On Thu, Mar 5, 2015 at 12:27 PM, Valentin Manea <valentin.manea@huawei.com> wrote:
Hi Jerome,
On 05.03.2015 12:19, Jerome Forissier wrote:
Hi all,

I second Emmanuel's concerns. It seems to me that with the current definitions, the generic driver would almost be an empty pipe, and add little value to the solution.

In my opinion, the generic driver has to define a precise interface and not allow opaque commands that would depend on the TEE solution. Otherwise what assumptions can the user space make when it opens the device? Should it probe the driver to detect which language it speaks? Better have one driver for each "language" (GlobalPlatform or whatever).

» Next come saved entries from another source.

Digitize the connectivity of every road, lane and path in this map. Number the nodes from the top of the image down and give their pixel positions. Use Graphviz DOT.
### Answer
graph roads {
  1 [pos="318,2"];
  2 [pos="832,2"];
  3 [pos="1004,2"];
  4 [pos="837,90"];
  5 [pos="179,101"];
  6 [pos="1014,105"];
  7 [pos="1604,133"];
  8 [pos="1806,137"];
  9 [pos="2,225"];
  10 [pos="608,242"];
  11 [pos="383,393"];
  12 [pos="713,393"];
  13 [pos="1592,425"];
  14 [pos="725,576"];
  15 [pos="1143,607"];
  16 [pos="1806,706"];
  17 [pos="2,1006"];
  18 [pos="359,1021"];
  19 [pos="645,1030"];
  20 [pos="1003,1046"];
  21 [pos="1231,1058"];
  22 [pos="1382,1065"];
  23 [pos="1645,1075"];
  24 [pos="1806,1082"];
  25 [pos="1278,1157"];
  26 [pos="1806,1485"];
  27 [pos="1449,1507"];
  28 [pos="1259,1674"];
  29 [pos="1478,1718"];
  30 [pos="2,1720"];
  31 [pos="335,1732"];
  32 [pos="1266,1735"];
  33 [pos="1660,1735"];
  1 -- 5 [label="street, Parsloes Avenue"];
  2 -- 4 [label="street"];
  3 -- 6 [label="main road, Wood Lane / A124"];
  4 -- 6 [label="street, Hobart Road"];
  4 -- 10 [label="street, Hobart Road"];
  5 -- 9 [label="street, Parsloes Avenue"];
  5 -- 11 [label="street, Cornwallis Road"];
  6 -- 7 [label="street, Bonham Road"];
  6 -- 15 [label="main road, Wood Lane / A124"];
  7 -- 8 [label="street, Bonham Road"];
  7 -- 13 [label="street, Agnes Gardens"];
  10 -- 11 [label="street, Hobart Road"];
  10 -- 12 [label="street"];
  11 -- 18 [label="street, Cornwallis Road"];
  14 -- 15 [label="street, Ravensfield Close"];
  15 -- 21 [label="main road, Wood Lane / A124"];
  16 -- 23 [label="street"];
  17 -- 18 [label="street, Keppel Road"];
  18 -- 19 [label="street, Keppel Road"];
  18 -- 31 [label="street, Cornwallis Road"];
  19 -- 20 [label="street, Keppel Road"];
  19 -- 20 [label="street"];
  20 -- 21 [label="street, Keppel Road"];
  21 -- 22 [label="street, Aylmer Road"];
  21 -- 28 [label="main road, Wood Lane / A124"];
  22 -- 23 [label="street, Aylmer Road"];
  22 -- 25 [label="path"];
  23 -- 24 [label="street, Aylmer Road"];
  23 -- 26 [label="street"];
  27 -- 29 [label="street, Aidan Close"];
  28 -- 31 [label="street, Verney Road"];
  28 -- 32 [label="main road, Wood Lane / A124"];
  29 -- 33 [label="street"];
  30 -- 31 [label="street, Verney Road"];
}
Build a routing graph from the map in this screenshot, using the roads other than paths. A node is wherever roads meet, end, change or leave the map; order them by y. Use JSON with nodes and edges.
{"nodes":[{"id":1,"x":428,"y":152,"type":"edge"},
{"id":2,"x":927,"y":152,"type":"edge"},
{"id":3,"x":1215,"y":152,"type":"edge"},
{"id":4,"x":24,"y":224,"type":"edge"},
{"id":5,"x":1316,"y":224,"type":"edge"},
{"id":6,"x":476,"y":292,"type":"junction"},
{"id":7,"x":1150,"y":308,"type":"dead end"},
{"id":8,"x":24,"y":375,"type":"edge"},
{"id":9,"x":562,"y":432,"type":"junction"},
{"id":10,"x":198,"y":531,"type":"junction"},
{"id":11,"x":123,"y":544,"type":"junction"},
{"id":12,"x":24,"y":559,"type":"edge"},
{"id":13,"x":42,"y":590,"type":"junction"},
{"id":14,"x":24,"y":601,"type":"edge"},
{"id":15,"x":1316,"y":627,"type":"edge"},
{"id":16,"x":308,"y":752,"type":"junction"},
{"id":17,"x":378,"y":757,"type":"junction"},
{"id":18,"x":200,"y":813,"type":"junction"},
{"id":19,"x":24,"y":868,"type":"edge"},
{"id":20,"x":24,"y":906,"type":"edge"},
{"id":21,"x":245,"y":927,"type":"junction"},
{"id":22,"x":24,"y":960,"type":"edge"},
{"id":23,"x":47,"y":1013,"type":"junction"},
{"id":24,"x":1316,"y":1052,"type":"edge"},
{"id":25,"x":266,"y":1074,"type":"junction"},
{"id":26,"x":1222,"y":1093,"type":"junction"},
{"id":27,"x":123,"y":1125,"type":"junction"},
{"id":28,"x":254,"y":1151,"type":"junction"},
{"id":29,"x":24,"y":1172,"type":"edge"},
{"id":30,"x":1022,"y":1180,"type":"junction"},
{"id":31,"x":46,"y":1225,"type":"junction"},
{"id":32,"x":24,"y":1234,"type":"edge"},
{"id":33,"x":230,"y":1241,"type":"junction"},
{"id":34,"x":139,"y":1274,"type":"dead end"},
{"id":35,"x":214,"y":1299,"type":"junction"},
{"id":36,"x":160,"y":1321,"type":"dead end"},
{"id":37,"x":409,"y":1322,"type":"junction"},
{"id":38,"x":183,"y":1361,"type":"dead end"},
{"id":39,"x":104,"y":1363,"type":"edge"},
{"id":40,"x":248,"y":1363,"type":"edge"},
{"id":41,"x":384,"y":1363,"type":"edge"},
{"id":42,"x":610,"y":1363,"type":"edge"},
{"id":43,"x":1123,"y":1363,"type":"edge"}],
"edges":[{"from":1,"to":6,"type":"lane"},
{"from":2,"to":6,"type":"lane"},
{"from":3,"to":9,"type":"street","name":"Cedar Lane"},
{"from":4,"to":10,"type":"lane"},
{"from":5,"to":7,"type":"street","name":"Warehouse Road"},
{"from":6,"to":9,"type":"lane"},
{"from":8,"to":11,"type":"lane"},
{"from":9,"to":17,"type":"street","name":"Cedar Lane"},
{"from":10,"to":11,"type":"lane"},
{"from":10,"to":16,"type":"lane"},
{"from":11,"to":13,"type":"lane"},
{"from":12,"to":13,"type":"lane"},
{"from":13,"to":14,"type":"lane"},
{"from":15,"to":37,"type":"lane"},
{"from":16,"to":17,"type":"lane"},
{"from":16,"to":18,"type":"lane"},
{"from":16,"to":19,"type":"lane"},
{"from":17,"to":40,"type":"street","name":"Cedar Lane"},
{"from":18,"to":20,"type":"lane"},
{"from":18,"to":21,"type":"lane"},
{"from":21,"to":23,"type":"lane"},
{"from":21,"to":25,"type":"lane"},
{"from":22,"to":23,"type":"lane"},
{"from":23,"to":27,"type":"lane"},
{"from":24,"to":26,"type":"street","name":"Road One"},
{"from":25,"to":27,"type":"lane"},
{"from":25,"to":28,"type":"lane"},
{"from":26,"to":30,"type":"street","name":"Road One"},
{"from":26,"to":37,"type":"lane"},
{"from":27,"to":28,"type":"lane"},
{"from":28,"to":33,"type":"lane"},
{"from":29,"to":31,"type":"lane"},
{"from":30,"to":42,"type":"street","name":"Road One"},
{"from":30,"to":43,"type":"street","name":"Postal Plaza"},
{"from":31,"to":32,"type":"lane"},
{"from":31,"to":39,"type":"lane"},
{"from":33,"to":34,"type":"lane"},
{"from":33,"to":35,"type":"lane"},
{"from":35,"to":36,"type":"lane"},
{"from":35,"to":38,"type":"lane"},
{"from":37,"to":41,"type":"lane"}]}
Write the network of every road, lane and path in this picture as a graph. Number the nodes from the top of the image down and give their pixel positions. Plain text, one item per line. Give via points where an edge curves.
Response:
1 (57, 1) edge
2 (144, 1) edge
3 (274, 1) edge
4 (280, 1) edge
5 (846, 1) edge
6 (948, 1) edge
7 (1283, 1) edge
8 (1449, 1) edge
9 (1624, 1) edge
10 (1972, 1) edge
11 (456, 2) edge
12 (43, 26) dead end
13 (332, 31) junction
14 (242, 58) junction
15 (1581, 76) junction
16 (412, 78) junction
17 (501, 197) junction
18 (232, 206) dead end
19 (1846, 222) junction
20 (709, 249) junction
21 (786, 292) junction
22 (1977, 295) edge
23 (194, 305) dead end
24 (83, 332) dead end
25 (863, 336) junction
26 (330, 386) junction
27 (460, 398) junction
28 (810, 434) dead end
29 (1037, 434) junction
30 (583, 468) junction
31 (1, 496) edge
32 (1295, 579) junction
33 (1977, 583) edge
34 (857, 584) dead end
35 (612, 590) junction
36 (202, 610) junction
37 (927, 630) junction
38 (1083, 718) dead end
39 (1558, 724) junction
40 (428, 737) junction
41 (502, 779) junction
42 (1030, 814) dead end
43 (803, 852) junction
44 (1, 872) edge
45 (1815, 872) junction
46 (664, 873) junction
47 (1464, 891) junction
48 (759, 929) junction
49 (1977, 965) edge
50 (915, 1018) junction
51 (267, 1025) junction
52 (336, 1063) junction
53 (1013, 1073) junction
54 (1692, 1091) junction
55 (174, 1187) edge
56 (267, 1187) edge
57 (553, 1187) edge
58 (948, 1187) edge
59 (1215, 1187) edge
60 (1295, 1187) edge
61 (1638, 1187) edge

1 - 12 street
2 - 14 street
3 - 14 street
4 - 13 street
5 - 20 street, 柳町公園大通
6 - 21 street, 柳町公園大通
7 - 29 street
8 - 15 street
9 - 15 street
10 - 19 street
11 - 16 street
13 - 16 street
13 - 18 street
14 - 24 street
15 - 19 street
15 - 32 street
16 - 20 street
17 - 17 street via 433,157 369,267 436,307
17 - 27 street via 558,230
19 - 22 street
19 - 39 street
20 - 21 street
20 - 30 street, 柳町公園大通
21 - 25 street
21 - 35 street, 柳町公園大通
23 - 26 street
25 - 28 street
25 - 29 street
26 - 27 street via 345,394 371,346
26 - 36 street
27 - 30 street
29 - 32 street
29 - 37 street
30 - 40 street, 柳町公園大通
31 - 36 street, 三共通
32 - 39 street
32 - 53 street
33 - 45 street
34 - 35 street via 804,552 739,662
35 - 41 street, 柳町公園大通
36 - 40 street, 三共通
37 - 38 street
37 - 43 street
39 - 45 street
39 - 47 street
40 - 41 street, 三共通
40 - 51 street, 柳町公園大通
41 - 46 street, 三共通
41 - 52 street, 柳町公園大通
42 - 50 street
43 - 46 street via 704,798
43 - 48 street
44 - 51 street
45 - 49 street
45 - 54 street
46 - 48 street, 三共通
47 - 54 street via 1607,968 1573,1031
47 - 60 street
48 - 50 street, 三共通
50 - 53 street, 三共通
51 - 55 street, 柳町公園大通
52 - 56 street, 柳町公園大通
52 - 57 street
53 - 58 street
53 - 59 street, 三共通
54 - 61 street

So I would drop the "generic driver" and focus on a "GlobalPlatform TEE driver". If someone needs to implement a different interface than GP, then he would write another driver (is it something we have to consider short-term?)
[...] 
  If you put it like that I don't see much value in a GP driver and I would guess upstream also wouldn't see value in it anyway, this is the reason I was proposing something more generic. But to give a specific example for my reasons: how do you implement secure storage? In Huawei TEE case there is a secure storage daemon that has a separate channel to TEE - this channel is outside GP specifications completely and it's homebrew.
  This is just one short example, but there enough of these implementation details where just saying we want a GP driver would not be enough and a separate channel would be created between user space and kernel.
  So basically the GP TEE driver would not bring enough value.

OK, this make sense. Among non-GP operations that would have to go through the driver, there's also the loading of TA binaries for instance.
Still, my point is: can we try to define the operations (i.e., ioctls essentially) as precisely as we can, so that user space code is as simple and portable (on different TEEs with the same generic driver) as possible? We would define all GP operations (create session, invoke command...) plus what's needed to support them (helpers for secure storage, TA loading, shared memory management...). We would still allow private commands to go through the generic driver to the specific backend.
 
PS: I think you are in the same building as the Trustonic guys, maybe inviting them would not be a bad idea - while I wrote most of the driver, I would rather not talk for them.
If you don't know anybody I can suggest a few contacts.

Good idea. Please send me some names in PM. I can contact them and suggest they join the list.